Watch ACCEPT's Entire Concert In Slovakia During Summer 2022 European Tour
July 28, 2022Fan-filmed video of ACCEPT's entire July 16 concert at Dom Kultúry, Sereď, Slovakia can be seen below.
The band's setlist was as follows:
01. Zombie Apocalypse
02. Too Mean To Die
03. Restless And Wild
04. Living For Tonite
05. Overnight Sensation
06. Midnight Mover
07. Symphony Of Pain
08. No Shelter
09. Demon's Night / Starlight / Losers And Winners / Flash Rockin' Man
10. The Best Is Yet To Come
11. The Undertaker
12. Princess Of The Dawn
13. Fast As A Shark
14. Metal Heart
15. Teutonic Terror
16. Pandemic
17. Balls To The Wall
18. I'm A Rebel
As previously reported, ACCEPT will embark on a North American tour in the fall. The trek, featuring support from NARCOTIC WASTELAND, will kick off on September 29 in Nashville, Tennessee and conclude on October 29 in Columbus, Ohio. Fans can expect a career-spanning setlist of new and classic tracks, including mega-hits "Balls To The Wall", "Princess Of The Dawn", "Fast As A Shark" and many more.
This past February, it was announced that ACCEPT had inked a worldwide deal with Napalm Records.
ACCEPT's latest album, "Too Mean To Die", came out in January 2021 via Nuclear Blast. The LP was the group's first without bassist Peter Baltes, who exited ACCEPT in November 2018. He has since been replaced by Martin Motnik. ACCEPT's lineup has also been expanded with the addition of a third guitarist, Philip Shouse, who originally filled in for Uwe Lulis during 2019's "Symphonic Terror" tour, before being asked to join the band permanently.
"Too Mean To Die" was recorded in Nashville, Tennessee with British producer Andy Sneap (JUDAS PRIEST, MEGADETH),who has been responsible for the studio sound of ACCEPT since 2010.
Mark Tornillo joined ACCEPT in 2009 as the replacement for the band's original lead singer, Udo Dirkscheider. He can be heard on ACCEPT's last five studio albums, "Blood Of The Nations" (2010),"Stalingrad" (2012),"Blind Rage" (2014),"The Rise Of Chaos" (2017) and "Too Mean To Die".

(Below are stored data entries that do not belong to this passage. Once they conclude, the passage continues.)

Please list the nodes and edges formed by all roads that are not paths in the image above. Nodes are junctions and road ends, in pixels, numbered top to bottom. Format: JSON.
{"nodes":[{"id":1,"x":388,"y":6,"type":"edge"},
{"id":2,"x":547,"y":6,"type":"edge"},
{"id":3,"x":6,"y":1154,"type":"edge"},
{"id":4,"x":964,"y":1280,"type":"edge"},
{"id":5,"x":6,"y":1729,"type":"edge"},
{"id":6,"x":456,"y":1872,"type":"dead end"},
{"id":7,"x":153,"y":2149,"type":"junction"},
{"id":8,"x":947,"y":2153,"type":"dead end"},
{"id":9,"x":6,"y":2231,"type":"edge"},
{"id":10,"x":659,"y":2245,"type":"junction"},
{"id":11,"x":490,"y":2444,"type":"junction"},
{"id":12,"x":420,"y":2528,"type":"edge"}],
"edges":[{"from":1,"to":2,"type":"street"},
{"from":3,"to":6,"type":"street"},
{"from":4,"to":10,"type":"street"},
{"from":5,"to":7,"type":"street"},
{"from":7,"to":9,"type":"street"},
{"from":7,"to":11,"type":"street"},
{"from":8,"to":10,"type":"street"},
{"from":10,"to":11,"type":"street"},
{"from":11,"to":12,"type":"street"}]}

Asked in a recent interview with RockSverige if he managed to stay musically creative in any way during the coronavirus pandemic, ACCEPT guitarist Wolf Hoffmann said: "Fuck no! I wanted to be, but since I always thought we're going to start again some time soon, I didn't feel the need to because we were going to be on tour soon and we had just made an album, so I didn't really feel like writing another album and have it just sitting in the can. Honestly, I wasn't inspired at all. I probably should've [been], but I said, 'Fuck it! I'm not going to do it.' So now we have nothing to show for… [Laughs] I wish I had, but also, I didn't want to do one of those lame… and a lot of artists have done it, where they rerecord a bunch of songs from their childhood… it's a kind of lame thing to do and we didn't want to do that. I thought about it for a second, but then, nah… And I didn't want to do one of those COVID live streams either. Seems like all these things have been done to death by other people. I thought it would be better to wait until we could properly tour again, so we did."
The 62-year-old German-born musician, who currently resides in Florida, continued: "I get really inspired when I have to be. When there's a deadline, that fires me up, and when I know we have a tour in January and I know I have to do this and the record label says, 'We need this in the fall,' then I get going. But when it's like an open end, I have to admit it's, like, 'Nah, not today. I'm not feeling it.' I'm just quite human that way. I'm not the German robot people think I am."
Asked if the pandemic made him stop and think about life, specifically the possibility of never playing live again, Wolf said: "Absolutely. It made me panic a little bit because this is what I want to do in life and this is why I'm on this earth. I was starting to freak out. 'What if it's never going to go back?'
"Who knows what's going to happen? It used to be a certain amount of certainty about things, like, 'Oh, that will never happen,' but lately… I hardly rule out anything anymore. The war in Europe… All of a sudden, it was, like, 'Fuck, we better hurry up with life.' It makes you think. It definitely does. Things you took for granted, you can't anymore. It changed my perspective and it made me realize even more, live while you can and enjoy life because we're not here forever and nothing lasts forever."